Question

Given below are two statements: one is labelled as Assertion A and the other is labelled as Reason R 
Assertion A: Work done in moving a test charge between two points inside a uniformly charged spherical shell is zero, no matter which path is chosen. 
Reason R: Electrostatic potential inside a uniformly charged spherical shell is constant and is same as that on the surface of the shell. 
In the light of the above statements, choose the correct answer from the options given below

• A. A is false but R is true
• B. Both A and R are true and R is the correct explanation of A
• C. Both A and R are true but R is NOT the correct explanation of A
• D. A is true but R is false

Hint:

For problems involving charged spherical shells, remember: - Electric field inside a uniformly charged spherical shell is zero. - Potential inside is constant and equal to the potential at the surface. - Work done is zero when moving a charge in a region of constant potential.

Answer 1

The Correct Option is B

To determine the correct answer, let's analyze the assertion and the reason given:

1. Assertion (A): Work done in moving a test charge between two points inside a uniformly charged spherical shell is zero, no matter which path is chosen.
2. Reason (R): Electrostatic potential inside a uniformly charged spherical shell is constant and is the same as that on the surface of the shell.

Now, let’s examine each statement:

1. The assertion states that the work done inside a uniformly charged spherical shell is zero when moving a test charge between two points. This statement is true because, according to Gauss's Law, the electric field inside a uniformly charged spherical shell is zero. Therefore, no work is done (work = force × distance) as there is no electric force acting on the test charge inside the shell.
2. The reason states that the electrostatic potential inside the shell is constant and is the same as on the surface. This is also true. The potential inside a uniformly charged spherical shell is constant because the electric field inside the shell is zero, leading to no change in potential with movement. Additionally, this potential value is equal to the potential on the surface of the shell.
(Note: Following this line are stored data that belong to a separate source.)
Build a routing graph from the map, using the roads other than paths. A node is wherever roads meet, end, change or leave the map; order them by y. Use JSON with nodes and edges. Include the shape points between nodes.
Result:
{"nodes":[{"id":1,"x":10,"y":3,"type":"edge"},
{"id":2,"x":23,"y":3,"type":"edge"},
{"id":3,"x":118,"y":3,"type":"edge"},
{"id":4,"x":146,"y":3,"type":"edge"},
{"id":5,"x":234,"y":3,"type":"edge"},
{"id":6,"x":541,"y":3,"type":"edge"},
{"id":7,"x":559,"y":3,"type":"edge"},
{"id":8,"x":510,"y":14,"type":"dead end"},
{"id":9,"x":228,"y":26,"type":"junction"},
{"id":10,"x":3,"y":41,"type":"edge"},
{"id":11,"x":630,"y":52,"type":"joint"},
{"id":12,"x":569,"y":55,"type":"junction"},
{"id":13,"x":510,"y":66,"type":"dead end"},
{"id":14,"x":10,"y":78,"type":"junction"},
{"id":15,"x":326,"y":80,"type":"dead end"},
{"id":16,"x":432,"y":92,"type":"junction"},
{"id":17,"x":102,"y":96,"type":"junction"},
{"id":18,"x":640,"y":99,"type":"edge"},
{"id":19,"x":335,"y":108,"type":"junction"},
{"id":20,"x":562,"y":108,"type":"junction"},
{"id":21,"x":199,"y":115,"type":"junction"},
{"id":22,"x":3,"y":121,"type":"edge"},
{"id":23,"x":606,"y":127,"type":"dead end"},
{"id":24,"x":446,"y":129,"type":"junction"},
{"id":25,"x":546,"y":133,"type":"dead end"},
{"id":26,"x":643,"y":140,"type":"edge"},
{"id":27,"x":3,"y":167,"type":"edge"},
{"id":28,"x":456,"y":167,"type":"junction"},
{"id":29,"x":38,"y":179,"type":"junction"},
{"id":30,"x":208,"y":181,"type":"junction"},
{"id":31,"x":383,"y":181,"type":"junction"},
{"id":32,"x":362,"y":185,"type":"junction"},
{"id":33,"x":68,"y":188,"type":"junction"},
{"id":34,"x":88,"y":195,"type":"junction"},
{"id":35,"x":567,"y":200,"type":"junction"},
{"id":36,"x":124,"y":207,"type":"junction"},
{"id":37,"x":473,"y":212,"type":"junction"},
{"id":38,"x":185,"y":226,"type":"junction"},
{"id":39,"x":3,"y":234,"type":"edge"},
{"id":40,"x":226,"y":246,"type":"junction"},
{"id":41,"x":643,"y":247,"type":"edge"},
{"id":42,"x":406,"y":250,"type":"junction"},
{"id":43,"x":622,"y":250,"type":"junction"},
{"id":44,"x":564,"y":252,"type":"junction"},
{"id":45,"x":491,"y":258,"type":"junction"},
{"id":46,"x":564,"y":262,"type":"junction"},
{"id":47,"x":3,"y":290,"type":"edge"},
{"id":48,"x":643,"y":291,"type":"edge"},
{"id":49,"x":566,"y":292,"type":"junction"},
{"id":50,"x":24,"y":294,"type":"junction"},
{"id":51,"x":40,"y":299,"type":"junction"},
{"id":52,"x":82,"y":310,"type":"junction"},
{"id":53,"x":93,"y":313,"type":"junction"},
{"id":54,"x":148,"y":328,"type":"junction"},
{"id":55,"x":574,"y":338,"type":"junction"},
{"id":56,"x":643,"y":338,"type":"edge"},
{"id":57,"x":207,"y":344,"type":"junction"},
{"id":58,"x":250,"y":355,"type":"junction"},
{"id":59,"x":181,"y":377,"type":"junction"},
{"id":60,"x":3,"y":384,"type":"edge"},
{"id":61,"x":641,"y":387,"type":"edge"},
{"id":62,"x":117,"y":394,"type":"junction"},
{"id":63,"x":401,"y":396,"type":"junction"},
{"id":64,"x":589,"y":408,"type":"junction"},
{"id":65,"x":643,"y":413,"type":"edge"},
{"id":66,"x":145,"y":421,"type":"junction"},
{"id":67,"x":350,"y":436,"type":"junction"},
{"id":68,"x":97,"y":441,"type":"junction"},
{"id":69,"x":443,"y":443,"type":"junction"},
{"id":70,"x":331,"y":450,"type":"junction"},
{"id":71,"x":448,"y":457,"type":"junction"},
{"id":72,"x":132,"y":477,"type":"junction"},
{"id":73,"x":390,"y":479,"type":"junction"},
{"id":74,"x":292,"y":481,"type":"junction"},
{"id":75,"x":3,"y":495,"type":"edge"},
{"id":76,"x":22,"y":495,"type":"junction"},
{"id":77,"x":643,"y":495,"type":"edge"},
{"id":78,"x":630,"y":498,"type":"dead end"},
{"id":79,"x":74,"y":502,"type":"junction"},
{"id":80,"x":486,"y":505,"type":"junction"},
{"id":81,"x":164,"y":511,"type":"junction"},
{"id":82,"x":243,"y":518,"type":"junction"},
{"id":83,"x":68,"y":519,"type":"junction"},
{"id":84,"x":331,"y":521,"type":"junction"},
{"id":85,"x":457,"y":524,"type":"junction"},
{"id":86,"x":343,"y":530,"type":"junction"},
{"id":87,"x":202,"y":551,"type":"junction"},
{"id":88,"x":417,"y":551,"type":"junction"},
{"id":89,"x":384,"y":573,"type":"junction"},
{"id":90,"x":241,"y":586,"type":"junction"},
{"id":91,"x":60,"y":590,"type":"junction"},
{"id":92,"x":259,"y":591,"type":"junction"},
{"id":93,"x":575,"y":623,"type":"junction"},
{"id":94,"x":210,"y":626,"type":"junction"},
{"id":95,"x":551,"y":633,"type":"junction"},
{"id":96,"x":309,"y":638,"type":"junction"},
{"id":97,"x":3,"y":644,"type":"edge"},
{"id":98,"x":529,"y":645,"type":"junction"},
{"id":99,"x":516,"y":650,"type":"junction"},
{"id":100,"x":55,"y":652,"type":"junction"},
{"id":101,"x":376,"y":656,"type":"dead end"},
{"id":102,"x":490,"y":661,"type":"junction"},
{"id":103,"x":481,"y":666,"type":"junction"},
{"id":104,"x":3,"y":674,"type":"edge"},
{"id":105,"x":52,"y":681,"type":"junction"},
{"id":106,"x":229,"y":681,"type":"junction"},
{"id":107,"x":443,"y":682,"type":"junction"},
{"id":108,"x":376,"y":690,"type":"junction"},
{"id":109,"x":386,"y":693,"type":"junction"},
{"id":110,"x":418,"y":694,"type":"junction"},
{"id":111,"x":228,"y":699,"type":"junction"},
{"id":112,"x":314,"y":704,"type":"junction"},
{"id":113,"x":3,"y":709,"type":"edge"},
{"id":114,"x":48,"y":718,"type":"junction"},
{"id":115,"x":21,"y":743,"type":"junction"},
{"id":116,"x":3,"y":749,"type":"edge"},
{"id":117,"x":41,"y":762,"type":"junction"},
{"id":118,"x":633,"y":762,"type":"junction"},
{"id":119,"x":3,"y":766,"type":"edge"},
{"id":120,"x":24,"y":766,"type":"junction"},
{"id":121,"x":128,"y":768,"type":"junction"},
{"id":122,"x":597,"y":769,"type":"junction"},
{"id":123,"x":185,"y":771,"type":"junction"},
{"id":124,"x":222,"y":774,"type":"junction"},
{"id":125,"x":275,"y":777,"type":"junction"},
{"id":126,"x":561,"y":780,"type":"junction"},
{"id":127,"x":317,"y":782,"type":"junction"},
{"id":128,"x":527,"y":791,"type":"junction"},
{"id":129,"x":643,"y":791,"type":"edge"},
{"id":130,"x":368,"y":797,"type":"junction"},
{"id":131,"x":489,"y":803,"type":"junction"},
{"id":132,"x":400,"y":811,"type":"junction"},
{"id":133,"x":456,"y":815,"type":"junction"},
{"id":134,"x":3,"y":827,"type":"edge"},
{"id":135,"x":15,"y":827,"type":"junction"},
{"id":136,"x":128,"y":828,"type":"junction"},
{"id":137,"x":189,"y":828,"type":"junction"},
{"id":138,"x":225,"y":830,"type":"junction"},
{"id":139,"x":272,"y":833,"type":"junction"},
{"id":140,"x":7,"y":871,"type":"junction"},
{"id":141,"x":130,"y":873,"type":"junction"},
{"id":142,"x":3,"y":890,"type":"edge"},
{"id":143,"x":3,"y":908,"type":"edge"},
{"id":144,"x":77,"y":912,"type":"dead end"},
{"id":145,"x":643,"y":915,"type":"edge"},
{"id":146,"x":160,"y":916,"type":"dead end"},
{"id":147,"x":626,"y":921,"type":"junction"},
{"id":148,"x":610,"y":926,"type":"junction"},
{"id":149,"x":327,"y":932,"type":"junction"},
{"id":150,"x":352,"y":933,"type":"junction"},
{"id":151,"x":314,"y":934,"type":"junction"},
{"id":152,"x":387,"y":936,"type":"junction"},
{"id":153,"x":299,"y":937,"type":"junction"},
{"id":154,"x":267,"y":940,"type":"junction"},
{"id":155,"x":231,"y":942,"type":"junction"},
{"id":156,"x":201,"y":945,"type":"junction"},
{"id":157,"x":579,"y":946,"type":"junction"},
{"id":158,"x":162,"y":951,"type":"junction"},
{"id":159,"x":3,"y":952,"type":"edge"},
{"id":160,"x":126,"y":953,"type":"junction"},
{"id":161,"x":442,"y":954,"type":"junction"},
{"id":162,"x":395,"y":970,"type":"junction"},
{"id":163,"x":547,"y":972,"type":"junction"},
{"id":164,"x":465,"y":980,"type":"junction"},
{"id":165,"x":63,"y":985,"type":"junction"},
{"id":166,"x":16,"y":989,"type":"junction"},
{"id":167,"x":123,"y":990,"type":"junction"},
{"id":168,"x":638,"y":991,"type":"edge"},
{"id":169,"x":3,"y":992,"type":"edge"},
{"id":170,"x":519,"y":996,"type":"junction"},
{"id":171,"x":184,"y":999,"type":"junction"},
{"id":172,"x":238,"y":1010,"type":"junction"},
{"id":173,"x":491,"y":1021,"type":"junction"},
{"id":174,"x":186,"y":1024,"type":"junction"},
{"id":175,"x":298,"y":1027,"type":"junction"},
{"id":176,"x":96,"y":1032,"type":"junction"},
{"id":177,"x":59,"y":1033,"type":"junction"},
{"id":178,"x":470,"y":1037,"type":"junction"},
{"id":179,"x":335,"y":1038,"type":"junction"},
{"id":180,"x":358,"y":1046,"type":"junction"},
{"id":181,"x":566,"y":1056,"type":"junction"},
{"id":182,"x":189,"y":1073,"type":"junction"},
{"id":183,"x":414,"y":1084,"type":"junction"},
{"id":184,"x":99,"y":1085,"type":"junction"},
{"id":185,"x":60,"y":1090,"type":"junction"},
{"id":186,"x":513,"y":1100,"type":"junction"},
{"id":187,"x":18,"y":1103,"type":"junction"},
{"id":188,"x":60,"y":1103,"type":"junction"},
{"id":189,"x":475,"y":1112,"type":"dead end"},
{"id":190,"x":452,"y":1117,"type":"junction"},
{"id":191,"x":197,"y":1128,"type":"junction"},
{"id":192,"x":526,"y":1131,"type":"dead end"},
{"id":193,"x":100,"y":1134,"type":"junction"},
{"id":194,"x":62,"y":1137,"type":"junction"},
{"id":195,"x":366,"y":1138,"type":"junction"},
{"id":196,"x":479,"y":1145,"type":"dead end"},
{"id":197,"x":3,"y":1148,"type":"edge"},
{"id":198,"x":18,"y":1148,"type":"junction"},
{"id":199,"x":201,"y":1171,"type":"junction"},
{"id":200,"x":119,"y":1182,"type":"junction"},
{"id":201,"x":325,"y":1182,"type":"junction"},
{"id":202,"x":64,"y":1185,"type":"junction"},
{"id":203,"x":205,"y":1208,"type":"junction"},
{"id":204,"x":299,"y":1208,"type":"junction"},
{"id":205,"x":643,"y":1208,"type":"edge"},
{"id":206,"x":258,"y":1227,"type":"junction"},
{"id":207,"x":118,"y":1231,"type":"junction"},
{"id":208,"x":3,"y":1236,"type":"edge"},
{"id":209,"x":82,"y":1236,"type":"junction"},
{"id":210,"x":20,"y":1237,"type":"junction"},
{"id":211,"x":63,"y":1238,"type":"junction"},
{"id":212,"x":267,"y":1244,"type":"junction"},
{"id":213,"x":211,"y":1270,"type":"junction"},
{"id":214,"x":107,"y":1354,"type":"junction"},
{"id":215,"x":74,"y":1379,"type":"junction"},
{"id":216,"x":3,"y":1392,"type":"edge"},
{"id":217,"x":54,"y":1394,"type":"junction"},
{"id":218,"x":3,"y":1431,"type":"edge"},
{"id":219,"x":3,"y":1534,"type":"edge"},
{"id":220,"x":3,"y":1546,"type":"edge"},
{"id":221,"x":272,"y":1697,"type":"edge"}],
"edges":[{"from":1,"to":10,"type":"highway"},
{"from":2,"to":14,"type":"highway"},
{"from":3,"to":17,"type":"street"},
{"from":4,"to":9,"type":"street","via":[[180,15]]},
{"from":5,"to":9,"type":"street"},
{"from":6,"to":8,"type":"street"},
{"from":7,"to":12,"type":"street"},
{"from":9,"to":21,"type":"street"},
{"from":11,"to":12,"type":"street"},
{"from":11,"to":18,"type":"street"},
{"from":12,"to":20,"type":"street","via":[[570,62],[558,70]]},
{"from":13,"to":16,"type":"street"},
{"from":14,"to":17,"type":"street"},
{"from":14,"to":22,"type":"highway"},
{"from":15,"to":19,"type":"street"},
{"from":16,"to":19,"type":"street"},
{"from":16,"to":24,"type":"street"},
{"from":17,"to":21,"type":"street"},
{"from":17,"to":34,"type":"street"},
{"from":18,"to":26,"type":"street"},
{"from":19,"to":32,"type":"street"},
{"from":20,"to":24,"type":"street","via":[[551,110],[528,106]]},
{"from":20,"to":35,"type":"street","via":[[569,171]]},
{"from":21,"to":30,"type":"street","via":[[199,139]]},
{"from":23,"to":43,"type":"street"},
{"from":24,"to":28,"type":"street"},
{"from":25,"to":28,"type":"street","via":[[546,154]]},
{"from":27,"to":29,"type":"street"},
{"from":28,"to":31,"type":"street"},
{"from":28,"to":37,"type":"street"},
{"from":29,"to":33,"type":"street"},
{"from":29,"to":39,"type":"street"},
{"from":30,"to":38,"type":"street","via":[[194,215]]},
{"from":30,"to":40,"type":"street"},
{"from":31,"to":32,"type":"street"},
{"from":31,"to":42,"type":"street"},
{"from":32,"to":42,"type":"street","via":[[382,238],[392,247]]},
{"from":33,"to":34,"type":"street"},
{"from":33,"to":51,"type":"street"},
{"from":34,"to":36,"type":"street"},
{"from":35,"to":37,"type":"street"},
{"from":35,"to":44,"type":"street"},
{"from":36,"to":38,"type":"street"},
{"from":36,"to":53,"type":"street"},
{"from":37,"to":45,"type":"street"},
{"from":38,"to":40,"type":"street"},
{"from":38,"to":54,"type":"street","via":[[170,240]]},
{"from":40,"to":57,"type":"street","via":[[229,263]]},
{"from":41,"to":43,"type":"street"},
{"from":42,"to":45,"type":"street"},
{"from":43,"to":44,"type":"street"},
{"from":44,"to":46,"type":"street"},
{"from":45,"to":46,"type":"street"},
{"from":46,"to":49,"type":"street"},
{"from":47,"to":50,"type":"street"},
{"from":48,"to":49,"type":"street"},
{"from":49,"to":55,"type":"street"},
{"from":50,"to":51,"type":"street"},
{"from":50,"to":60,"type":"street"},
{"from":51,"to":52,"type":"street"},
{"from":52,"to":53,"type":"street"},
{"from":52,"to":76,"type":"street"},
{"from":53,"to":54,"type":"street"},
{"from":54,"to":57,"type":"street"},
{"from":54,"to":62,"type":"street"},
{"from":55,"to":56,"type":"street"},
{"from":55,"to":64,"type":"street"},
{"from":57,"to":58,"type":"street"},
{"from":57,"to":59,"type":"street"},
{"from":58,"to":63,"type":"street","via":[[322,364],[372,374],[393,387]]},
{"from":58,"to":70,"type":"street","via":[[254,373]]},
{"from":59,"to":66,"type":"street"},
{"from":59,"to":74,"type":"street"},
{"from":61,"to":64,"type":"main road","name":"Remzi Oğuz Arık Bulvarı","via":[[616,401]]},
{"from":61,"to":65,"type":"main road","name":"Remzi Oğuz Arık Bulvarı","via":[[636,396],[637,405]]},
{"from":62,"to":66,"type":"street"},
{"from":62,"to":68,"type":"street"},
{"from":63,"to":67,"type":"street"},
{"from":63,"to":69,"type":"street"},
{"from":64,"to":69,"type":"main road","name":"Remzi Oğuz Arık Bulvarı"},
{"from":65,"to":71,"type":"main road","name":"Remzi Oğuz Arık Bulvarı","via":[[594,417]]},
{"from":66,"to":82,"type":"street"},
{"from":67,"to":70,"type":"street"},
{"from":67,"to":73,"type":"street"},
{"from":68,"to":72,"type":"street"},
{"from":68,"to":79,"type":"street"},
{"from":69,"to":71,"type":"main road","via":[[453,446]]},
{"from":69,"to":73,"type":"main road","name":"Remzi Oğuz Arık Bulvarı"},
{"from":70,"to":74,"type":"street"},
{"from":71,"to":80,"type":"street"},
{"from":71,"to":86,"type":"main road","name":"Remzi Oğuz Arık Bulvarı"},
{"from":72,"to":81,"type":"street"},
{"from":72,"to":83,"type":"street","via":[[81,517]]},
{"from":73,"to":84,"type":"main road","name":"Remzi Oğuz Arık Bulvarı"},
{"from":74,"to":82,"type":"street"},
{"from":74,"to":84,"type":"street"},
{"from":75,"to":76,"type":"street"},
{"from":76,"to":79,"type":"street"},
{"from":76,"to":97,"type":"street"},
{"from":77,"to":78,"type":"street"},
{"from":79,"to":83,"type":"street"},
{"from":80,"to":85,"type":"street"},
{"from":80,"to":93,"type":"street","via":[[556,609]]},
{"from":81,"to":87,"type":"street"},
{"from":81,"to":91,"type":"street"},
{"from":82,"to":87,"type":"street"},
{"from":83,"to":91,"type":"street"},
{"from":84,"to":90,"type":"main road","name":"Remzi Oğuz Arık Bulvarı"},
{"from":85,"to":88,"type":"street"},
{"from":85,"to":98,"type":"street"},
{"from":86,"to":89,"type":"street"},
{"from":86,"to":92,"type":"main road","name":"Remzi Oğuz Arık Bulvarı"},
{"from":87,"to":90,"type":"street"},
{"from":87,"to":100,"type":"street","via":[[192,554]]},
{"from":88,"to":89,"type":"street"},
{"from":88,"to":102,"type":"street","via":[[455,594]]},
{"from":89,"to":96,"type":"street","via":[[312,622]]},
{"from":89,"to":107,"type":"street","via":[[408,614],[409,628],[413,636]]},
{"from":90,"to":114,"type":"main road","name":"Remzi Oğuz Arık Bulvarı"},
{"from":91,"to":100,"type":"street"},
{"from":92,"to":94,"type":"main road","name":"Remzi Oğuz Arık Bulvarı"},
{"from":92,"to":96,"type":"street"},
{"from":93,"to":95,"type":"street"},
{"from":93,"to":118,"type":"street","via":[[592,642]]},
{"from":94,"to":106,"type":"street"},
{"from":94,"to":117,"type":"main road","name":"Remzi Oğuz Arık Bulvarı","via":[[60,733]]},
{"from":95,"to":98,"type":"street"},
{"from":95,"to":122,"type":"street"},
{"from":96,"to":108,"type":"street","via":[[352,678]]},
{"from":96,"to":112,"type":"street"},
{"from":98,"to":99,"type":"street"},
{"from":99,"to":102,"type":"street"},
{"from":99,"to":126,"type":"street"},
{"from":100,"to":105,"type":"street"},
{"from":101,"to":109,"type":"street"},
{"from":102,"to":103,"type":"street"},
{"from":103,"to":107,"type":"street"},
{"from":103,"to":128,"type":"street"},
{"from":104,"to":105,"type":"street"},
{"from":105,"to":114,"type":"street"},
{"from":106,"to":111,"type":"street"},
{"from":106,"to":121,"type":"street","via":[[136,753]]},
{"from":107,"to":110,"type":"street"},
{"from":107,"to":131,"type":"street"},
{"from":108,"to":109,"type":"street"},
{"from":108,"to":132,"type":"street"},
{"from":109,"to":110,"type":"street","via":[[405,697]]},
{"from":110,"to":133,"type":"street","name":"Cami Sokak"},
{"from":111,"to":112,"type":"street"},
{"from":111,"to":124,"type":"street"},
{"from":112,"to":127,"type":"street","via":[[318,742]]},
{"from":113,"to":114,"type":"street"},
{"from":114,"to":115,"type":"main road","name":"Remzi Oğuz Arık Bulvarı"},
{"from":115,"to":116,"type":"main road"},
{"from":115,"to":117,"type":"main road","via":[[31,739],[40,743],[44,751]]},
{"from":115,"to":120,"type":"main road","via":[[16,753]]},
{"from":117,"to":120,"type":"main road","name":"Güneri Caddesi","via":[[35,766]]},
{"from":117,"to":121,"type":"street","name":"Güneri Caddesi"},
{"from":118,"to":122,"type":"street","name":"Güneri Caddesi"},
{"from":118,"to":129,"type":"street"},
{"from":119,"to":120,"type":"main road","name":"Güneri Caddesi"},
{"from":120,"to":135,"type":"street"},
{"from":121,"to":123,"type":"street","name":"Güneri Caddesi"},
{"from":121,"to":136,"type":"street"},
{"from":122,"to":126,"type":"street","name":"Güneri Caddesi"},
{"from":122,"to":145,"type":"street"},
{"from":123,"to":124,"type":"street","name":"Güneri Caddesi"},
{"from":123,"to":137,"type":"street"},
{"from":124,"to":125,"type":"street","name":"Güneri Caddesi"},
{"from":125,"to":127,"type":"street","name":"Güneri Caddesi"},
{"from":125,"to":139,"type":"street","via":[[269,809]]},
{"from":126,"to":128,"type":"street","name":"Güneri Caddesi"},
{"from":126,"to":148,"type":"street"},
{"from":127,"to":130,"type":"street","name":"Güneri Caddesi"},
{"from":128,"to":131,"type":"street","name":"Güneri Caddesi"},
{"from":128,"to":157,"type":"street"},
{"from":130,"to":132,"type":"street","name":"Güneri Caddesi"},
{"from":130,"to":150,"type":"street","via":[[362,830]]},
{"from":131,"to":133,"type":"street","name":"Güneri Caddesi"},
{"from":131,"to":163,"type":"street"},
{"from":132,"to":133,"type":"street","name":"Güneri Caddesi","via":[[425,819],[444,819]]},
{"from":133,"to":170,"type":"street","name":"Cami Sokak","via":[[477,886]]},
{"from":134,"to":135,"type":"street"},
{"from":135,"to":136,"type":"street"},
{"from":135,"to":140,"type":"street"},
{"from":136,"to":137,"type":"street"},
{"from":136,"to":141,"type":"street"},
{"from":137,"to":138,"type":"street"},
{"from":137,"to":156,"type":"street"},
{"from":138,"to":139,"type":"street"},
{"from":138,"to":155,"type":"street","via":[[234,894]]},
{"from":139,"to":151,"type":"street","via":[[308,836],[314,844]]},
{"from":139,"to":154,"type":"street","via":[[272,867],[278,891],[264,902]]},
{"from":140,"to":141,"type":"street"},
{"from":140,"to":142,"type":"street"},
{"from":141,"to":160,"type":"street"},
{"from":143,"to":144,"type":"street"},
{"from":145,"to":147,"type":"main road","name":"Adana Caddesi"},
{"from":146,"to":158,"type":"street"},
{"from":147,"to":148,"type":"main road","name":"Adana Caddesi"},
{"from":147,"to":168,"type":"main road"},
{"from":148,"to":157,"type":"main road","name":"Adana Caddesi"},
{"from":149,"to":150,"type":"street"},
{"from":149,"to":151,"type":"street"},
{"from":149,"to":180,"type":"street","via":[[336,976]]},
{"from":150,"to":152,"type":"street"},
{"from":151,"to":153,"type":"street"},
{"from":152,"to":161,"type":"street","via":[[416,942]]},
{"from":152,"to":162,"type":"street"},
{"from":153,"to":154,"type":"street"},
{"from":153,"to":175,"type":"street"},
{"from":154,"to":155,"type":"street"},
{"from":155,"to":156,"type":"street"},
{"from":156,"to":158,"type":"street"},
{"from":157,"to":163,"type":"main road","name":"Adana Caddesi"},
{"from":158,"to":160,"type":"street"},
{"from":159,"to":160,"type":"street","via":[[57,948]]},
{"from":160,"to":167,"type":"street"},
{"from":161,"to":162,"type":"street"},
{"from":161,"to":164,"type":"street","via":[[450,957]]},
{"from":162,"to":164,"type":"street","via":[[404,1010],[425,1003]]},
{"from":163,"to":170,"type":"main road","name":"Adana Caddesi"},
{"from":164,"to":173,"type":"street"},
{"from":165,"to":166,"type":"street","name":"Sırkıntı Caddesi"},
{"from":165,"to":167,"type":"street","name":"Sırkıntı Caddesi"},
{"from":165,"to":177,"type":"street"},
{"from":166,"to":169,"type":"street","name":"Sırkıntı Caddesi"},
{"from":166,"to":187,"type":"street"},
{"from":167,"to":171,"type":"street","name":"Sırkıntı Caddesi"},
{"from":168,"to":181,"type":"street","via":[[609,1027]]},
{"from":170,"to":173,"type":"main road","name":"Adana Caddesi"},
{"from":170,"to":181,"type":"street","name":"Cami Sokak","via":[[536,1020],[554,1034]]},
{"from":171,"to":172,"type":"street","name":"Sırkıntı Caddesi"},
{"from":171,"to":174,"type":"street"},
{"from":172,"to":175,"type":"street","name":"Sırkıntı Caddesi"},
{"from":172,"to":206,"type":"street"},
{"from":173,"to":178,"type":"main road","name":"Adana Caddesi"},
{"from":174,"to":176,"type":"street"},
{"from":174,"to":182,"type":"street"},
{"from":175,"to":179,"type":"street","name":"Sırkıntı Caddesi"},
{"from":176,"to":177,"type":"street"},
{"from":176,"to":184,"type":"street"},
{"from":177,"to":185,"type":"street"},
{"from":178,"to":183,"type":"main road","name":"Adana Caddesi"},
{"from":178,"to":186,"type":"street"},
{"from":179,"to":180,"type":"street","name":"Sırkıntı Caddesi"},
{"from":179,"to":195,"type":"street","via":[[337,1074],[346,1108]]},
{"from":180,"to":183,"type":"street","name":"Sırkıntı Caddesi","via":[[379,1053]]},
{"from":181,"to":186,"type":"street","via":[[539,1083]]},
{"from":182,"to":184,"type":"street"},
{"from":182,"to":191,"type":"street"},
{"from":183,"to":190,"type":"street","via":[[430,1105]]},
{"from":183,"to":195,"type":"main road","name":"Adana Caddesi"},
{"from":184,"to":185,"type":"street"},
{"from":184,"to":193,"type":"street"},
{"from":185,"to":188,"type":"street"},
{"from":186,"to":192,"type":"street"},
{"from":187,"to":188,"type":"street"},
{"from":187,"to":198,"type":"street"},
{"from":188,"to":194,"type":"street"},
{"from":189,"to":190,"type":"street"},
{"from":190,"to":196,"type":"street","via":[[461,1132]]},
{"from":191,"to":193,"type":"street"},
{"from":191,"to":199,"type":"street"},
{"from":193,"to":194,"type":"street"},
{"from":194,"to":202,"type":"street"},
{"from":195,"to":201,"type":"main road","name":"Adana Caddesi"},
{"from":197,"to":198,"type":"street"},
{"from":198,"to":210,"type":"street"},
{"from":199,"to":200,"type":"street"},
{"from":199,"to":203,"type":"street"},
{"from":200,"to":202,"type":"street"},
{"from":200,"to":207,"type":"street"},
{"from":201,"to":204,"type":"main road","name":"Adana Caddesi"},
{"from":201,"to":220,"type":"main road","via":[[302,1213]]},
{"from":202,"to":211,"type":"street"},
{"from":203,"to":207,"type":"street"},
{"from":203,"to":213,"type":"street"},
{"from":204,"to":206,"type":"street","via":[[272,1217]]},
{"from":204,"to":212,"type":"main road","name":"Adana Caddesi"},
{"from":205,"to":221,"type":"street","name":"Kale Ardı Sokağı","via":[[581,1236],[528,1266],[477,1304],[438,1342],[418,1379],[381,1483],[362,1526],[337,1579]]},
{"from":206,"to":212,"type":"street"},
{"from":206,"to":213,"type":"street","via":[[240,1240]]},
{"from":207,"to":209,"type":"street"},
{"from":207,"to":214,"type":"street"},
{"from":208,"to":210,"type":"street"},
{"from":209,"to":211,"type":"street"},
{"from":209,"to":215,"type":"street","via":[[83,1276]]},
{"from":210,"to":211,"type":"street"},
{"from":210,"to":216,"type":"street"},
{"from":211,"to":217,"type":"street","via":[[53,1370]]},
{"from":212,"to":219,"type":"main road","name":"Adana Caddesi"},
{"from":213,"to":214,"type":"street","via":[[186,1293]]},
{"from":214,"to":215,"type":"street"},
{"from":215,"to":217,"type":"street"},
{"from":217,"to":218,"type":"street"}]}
Both statements are true. Furthermore, the constancy of the potential (Reason) is the explanation for why no work is done (Assertion). In electrostatics, when the potential is constant, the work done in moving a charge is zero. Hence, Reason (R) correctly explains Assertion (A).

Therefore, the correct answer is:

Both A and R are true and R is the correct explanation of A

Answer 2

Understanding Assertion A: 
The work done in moving a test charge between two points in an electric field is given by: \[ W = q \Delta V \] where \(\Delta V\) is the potential difference between the two points.
For a uniformly charged spherical shell, the electric field inside is zero (by Gauss's law), and consequently, the potential is constant throughout the interior.
Therefore, \(\Delta V = 0\) between any two points inside the shell, making the work done zero regardless of the path taken.
Thus, Assertion A is true. 

Understanding Reason R: 
The electrostatic potential inside a uniformly charged spherical shell is indeed constant and equals the potential on the surface.
This is a well-known result in electrostatics, derived from the fact that the electric field inside such a shell is zero.
Hence, Reason R is also true. 

Relationship between A and R: 
Reason R directly explains why Assertion A is true.
The constant potential (Reason R) implies no potential difference, which in turn means no work is done in moving a charge between any two points inside the shell (Assertion A).
Therefore, Reason R is the correct explanation for Assertion A.